At special meetings held earlier today, the holders of approximately
86.0% of Cohu’s common stock outstanding and entitled to vote at Cohu’s
special meeting voted in favor of the issuance of Cohu common stock in
connection with the proposed acquisition of Xcerra, and the holders of
approximately 70.3% of Xcerra’s common stock outstanding and entitled to
vote at Xcerra’s special meeting voted to approve the transactions
contemplated by the definitive merger agreement.
The transaction is expected to close in the fourth quarter of 2018,
subject to the satisfaction or waiver of customary closing conditions.

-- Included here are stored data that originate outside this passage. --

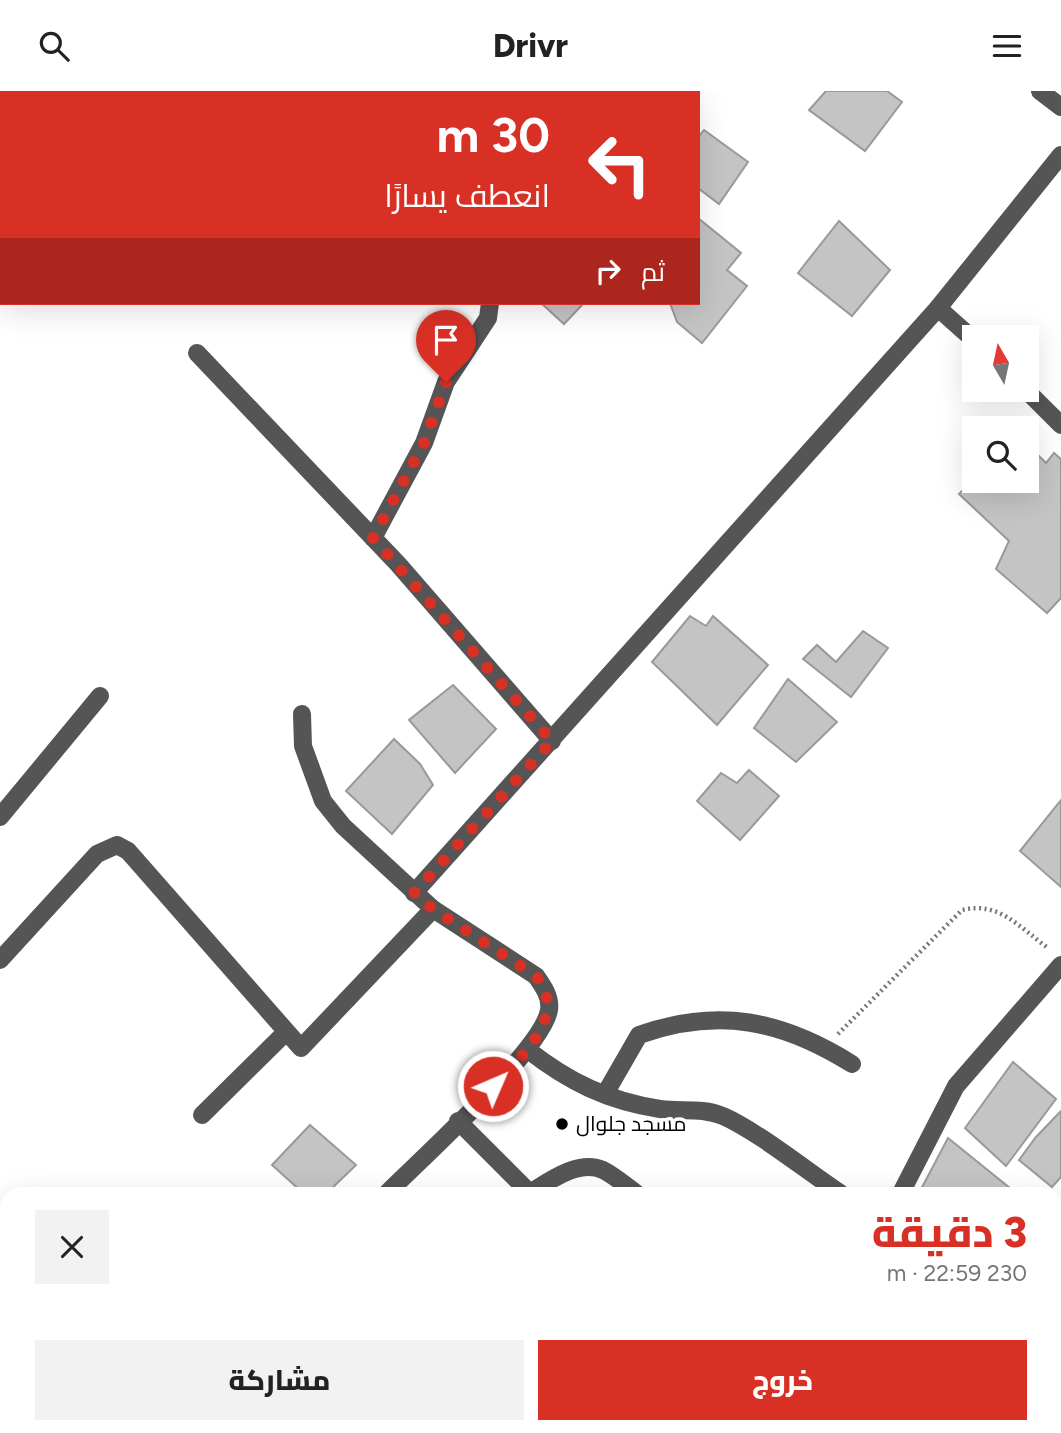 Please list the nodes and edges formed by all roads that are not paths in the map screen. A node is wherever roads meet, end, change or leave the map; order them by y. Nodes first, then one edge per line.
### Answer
1 (1040, 91) edge
2 (1061, 107) edge
3 (1061, 155) edge
4 (490, 305) edge
5 (938, 308) junction
6 (962, 329) edge
7 (197, 353) dead end
8 (1039, 403) edge
9 (1061, 425) edge
10 (373, 538) junction
11 (100, 696) dead end
12 (302, 714) dead end
13 (552, 741) junction
14 (0, 817) edge
15 (414, 893) junction
16 (433, 909) junction
17 (0, 960) edge
18 (1061, 965) edge
19 (285, 1033) junction
20 (528, 1050) junction
21 (852, 1064) dead end
22 (605, 1094) junction
23 (202, 1115) dead end
24 (458, 1121) junction
25 (393, 1187) edge
26 (524, 1187) edge
27 (540, 1187) edge
28 (628, 1187) edge
29 (831, 1187) edge
30 (904, 1187) edge

1 - 2 street
3 - 5 street
4 - 10 street
5 - 6 street
5 - 13 street
7 - 10 street
8 - 9 street
10 - 13 street
11 - 14 street
12 - 15 street
13 - 15 street
15 - 16 street
16 - 19 street
16 - 20 street
17 - 19 street
18 - 30 street
19 - 23 street
20 - 22 street
20 - 24 street
21 - 22 street
22 - 29 street
24 - 25 street
24 - 26 street
27 - 28 street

Upon the completion of the proposed transaction, Xcerra shareholders
will be entitled to receive $9.00 in cash and 0.2109 of a share of Cohu
common stock, subject to the terms of the definitive merger agreement,
and Xcerra’s common stock will no longer be publicly traded and will be
delisted from the NASDAQ Global Select Market.
About Cohu:
Cohu is a leading supplier of semiconductor test and inspection
handlers, micro-electro mechanical system (MEMS) test modules, test
contactors and thermal sub-systems used by global semiconductor
manufacturers and test subcontractors.
About Xcerra
Xcerra is comprised of four businesses in the semiconductor and
electronics manufacturing test markets: atg-Luther & Maelzer, Everett
Charles Technologies, LTX-Credence and Multitest. The combination of
these businesses creates a company with a broad spectrum of
semiconductor and PCB test expertise that drives innovative new products
and services, and the ability to deliver to customers fully integrated
semiconductor test cell solutions. Xcerra addresses the broad, divergent
requirements of the mobility, industrial, automotive and consumer end
markets, offering a comprehensive portfolio of solutions and
technologies, and a global network of strategically deployed
applications and support resources. Additional information can be found
at www.Xcerra.com
or at each product group’s website; www.atg-lm.com,
www.ectinfo.com,
www.ltxc.com
and www.multitest.com.
Forward Looking Statements:
Certain statements contained in this filing may be considered
forward-looking statements within the meaning of the U.S. Private
Securities Litigation Reform Act of 1995, including statements regarding
the proposed transaction involving Cohu and Xcerra and the ability to
consummate the proposed transaction. Forward-looking statements
generally include statements that are predictive in nature and depend
upon or refer to future events or conditions, and include words such as
“may,” “will,” “should,” “would,” “expect,” “anticipate,” “plan,”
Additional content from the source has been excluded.